RECORD EXTRACTS:
━━━━━━

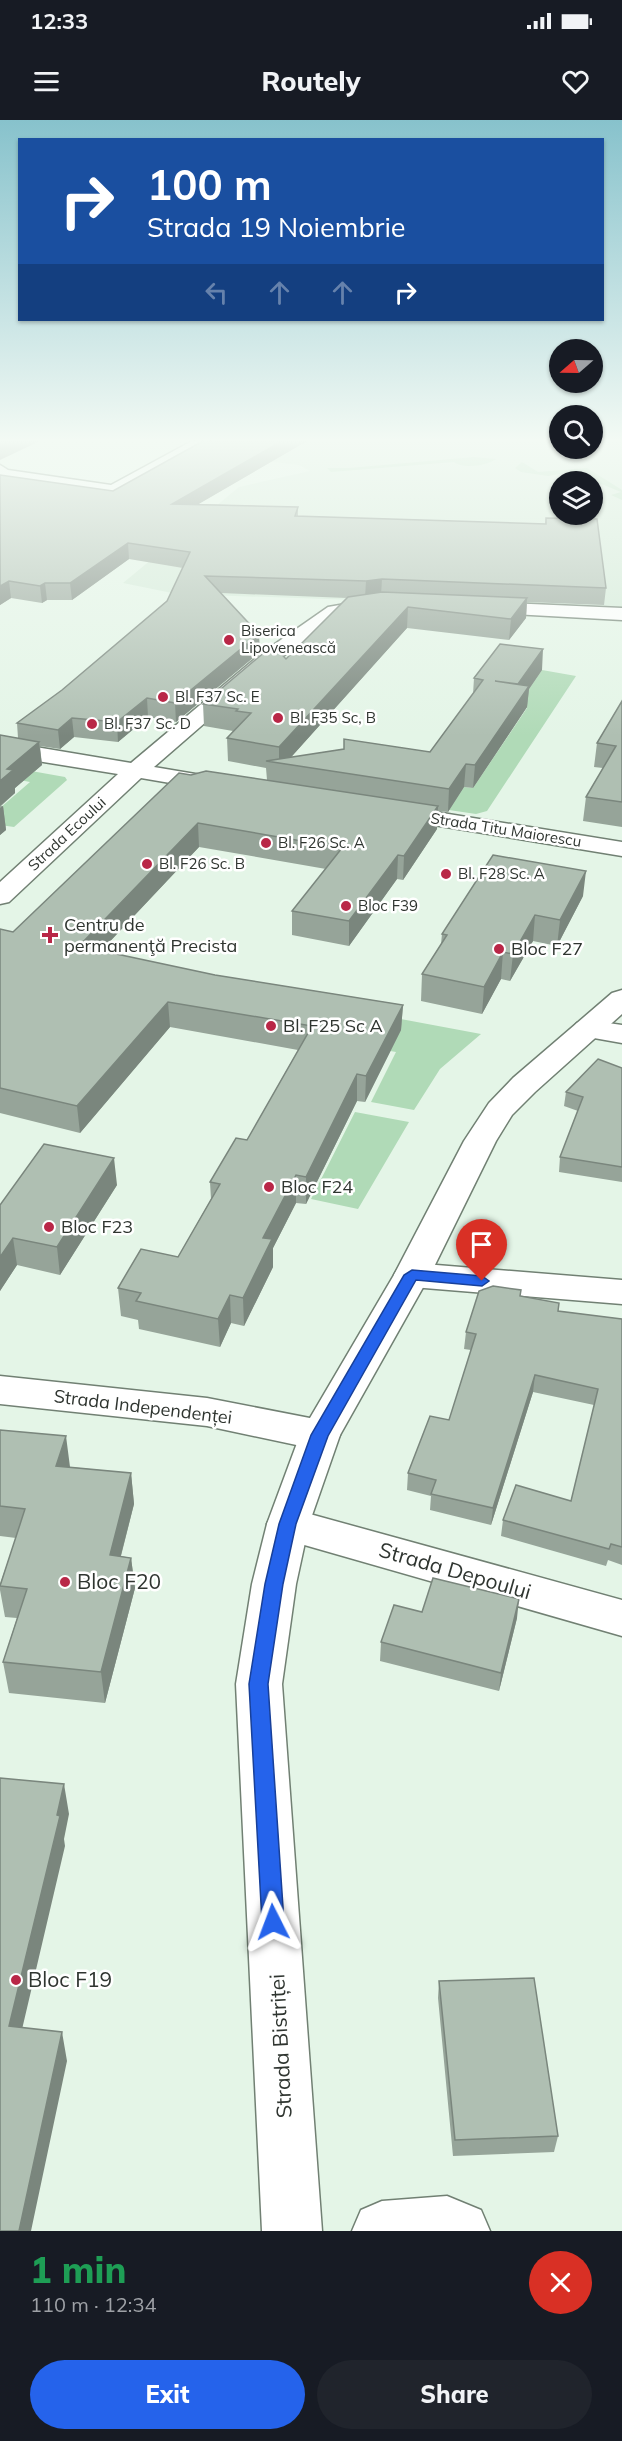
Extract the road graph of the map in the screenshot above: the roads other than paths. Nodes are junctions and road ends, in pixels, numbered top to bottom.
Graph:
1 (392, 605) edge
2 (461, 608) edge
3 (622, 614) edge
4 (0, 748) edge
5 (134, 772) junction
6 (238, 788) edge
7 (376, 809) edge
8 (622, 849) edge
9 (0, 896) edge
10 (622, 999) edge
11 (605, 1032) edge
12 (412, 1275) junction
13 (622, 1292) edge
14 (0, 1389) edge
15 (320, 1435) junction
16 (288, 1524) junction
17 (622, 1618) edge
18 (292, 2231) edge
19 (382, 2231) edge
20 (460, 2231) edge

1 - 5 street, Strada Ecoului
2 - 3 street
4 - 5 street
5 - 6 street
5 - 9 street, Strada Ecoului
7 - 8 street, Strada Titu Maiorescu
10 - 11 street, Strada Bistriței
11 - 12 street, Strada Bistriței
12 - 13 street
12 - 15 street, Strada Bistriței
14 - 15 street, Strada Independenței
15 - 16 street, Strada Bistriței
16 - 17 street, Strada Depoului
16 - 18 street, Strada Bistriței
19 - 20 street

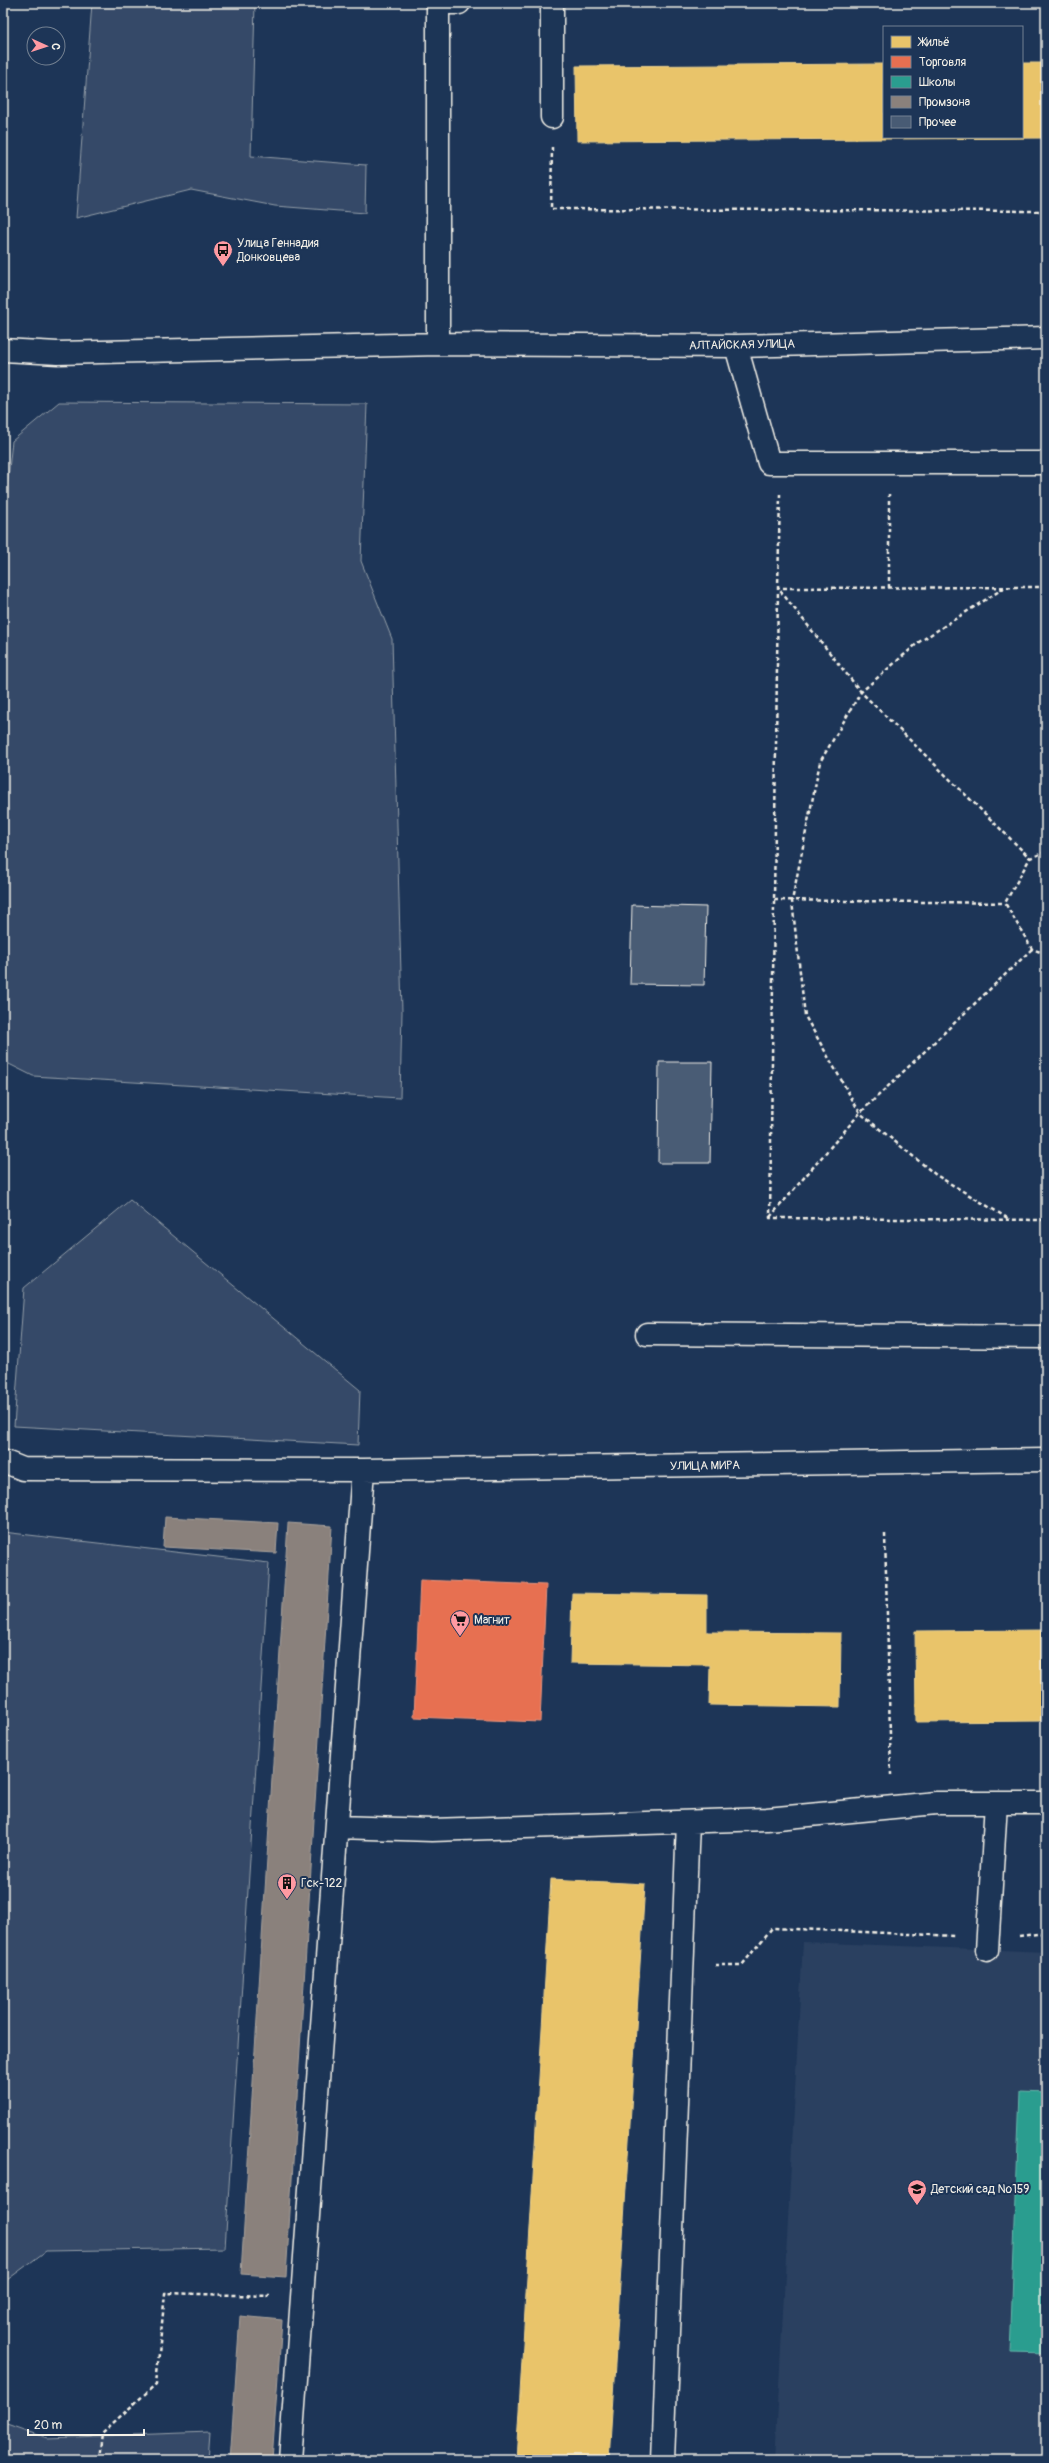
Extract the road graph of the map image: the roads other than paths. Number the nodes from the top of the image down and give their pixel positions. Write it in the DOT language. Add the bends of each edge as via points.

━━━━━━

WHAT IS BEING ASKED: Only an exact copy of the entries, with no pictures, is expected as the answer.

EXERCISE SOLUTION:
Extract the road graph of the map in the screenshot above: the roads other than paths. Nodes are junctions and road ends, in pixels, numbered top to bottom.
Graph:
1 (392, 605) edge
2 (461, 608) edge
3 (622, 614) edge
4 (0, 748) edge
5 (134, 772) junction
6 (238, 788) edge
7 (376, 809) edge
8 (622, 849) edge
9 (0, 896) edge
10 (622, 999) edge
11 (605, 1032) edge
12 (412, 1275) junction
13 (622, 1292) edge
14 (0, 1389) edge
15 (320, 1435) junction
16 (288, 1524) junction
17 (622, 1618) edge
18 (292, 2231) edge
19 (382, 2231) edge
20 (460, 2231) edge

1 - 5 street, Strada Ecoului
2 - 3 street
4 - 5 street
5 - 6 street
5 - 9 street, Strada Ecoului
7 - 8 street, Strada Titu Maiorescu
10 - 11 street, Strada Bistriței
11 - 12 street, Strada Bistriței
12 - 13 street
12 - 15 street, Strada Bistriței
14 - 15 street, Strada Independenței
15 - 16 street, Strada Bistriței
16 - 17 street, Strada Depoului
16 - 18 street, Strada Bistriței
19 - 20 street

Extract the road graph of the map image: the roads other than paths. Number the nodes from the top of the image down and give their pixel positions. Write it in the DOT language. Add the bends of each edge as via points.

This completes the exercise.